Что лучше — «канифоль» или любовь друг к другу?

Михаил Смолин

Борьба с диссидентами была продолжением фракционной борьбы, которую компартия вела с дореволюционных времен

Есть мнение, что советский социум в период брежневского застоя был идеологически «спаянным» обществом, которому веявшие над ним «вихри враждебные» были совершенно нипочём.

Отчасти и до времени это было так. Пока советскую власть хотели снести всевозможные троцкисты, «правильные марксисты», дети репрессированных представителей ленинской гвардии, «настоящие социалисты», представители свободных профессий из разряда «невмоготу молчать, поговорить охота».

В стране только-только стали кончаться верные ленинцы, а после 1953 года и XX съезда стали уходить на покой и верные сталинцы. Только-только сменился организатор новых гонений на Православную Церковь, закрывший половину храмов, но уже не убивавший священников, неугомонный и, как оказалось, глупо беспечный генсек-кукурузник.

У советской власти в брежневские времена всё было диалектически сносно. Да и сами коммунисты вели себя уже сравнительно «по-вегетариански». И, конечно же, никакие диссиденты никогда не могли и в итоге не смогли одолеть советскую власть.

За исключением мизерной группы национально настроенных «русистов» (типа Леонида Бородина, Игоря Огурцова, Владимира Осипова, «вечевцев» да «всхсоновцев»), отсидевших кто десять, а кто и двадцать лет, все остальные «борцы» с советской властью представляли из себя лишь другие «согласия» и другие «изводы» всё того же западно-демократического мировоззрения, что и официальный советский коммунизм.

Вся борьба с диссидентами была продолжением той же фракционной борьбы, которую коммунистическая партия вела, начиная ещё с дореволюционных времен. Диссиденты 60 — 80-х годов в большинстве своём — это все те же эсеры, меньшевики и прочие революционеры, что были при Ленине, и те же троцкисты и бухаринцы, что были при Сталине.

Но в брежневские времена было одно «но», изменившее очень многое в устойчивости советского общества. Что-то более критически важное, чем «спаянность», в советском обществе уже отсутствовало.

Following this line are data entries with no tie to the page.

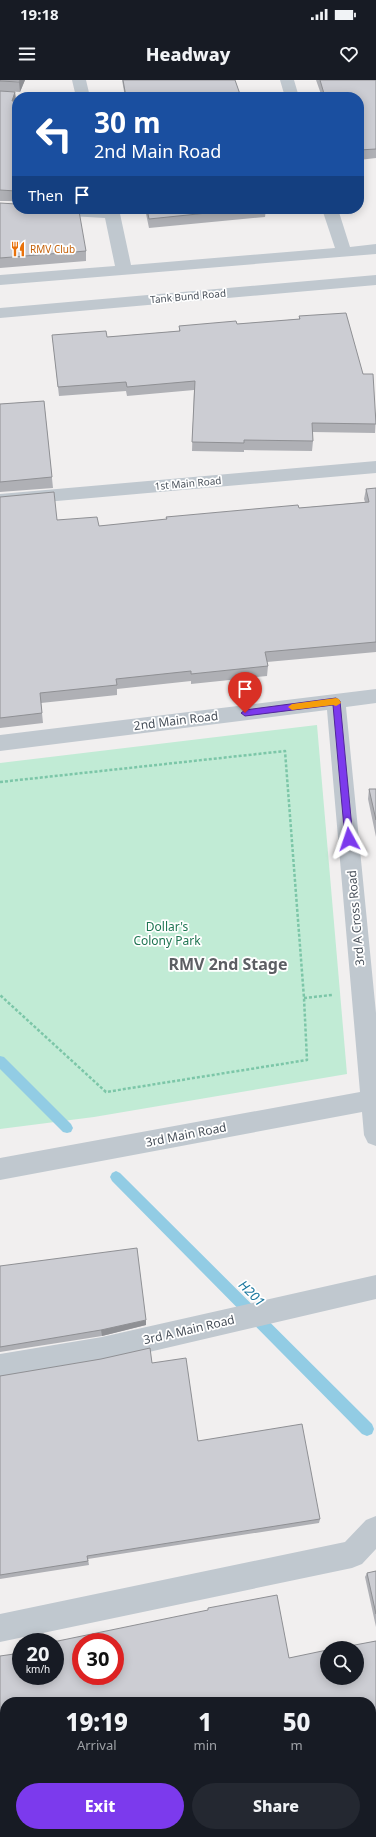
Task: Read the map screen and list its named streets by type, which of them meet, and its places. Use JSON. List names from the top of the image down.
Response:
{
  "streets": {
    "street": [
      "Tank Bund Road",
      "1st Main Road",
      "2nd Main Road",
      "3rd A Cross Road",
      "3rd Main Road",
      "3rd A Main Road"
    ]
  },
  "crossings": [
    ["2nd Main Road", "3rd A Cross Road"],
    ["3rd A Cross Road", "3rd Main Road"]
  ],
  "districts": ["RMV 2nd Stage"],
  "water": ["H201"],
  "parks": ["Dollar's Colony Park"],
  "places": {
    "restaurant": ["RMV Club"]
  },
  "page": {
    "status": "19:18",
    "header": "Headway",
    "turn": ["30 m", "2nd Main Road"],
    "then": "Then",
    "speed": "20 km/h",
    "limit": "30",
    "eta": [
      "19:19",
      "Arrival",
      "1",
      "min",
      "50",
      "m"
    ],
    "buttons": ["Exit", "Share"]
  }
}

Перефразируя известную строку из Анны Ахматовой, в шестидесятые и последующие годы «дух суровый ленинизма и сталинизма от коммунистов отлетал». Первоначальный дух революционного разрушения и неутолимой жажды классовой крови с каждым годом сходил на нет.

Вся советская система была построена на идеях революции и классовой диктатуры и была принципиально нереформируема. Как только радикальный аморализм революционной и классовой практики был подвержен критике на XX съезде, сразу же появился диссонанс между утверждаемыми догмами и реформируемой реальностью. Догматизм идеологической конструкции советского общества был предельно узок для возможностей несоциалистических улучшений в Советском Союзе.

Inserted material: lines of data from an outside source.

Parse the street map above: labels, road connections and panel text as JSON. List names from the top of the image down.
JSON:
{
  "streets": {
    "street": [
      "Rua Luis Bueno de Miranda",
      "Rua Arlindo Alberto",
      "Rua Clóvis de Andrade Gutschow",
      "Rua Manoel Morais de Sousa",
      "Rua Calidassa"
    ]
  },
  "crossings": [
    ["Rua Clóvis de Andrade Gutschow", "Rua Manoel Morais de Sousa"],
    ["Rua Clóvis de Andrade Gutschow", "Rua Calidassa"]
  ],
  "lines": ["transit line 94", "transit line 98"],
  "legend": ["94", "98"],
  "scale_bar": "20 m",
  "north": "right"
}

Все советские реформаторы становились могильщиками советского строя, значительно более разрушительными, чем все диссиденты, агенты влияния и все спецслужбы западных стран вместе взятые.

Постепенный отказ от мировой революции, от беспощадной классовой борьбы внутри СССР неминуемо подорвал диктатуру КПСС и разрушил саму коммунистическую государственность введением всё больших послаблений в своём режиме. Чем больше было «социализма с человеческим лицом», тем ближе был конец того режима революционного коммунизма, который захватил власть в 1917 году.

И ещё несколько слов, собственно, о «спаянности» советского общества.
Слово «спаянный» весьма удачно, с неким налётом чёрного юмора передаёт советские реалии. «Спаянность» логически требует наличия некоего идеологического «паяльника» и, соответственно, некоей политической воли (партии), применявшей этот «паяльник» для воздействия на население, чтобы оно было «спаянным». И уж если развивать далее эту мысль, к «паяльнику» требуется ещё и «канифоль». Есть даже характерное выражение «канифолить мозги», как синоним слова обманывать, очень подходящее ко всей этой аналогии.
Пожалуй, именно в таком парадоксальном ракурсе и находилась та самая советская «спаянность».

В советском социуме были и свои «паяльники» — карающий меч партии, внутренние органы подавления. Была и своя «канифоль» — коммунистическая идеология. Были и свои «паяльщики» — партийцы-активисты. Было и какое-то весьма значительное количество (в комсомольском возрасте, может быть, и большинство) своеобразно «спаянных» советских граждан.

Но параллельно с этим «спаянным» советским брежневским обществом были и десятки миллионов верующих, и не только православных. Были многочисленные нарушители соцзаконности. Их в начале брежневских времен было чуть меньше миллиона, а к концу застоя уже 1,5 млн. Но самой большой группой, находившейся в разной степени «припаянности» к советскому социуму, были многомиллионные, разнообразные группы конформистов всех мастей. Эти группы конформистов за брежневские времена были самой растущей общностью.

И если приглядеться к этим трем увеличивающимся стратам — верующим, сидельцам и конформистам, — то развал СССР, «спаянного» советской, всё более теряющей революционную заряженность «канифолью», уже не покажется таким уж неестественным.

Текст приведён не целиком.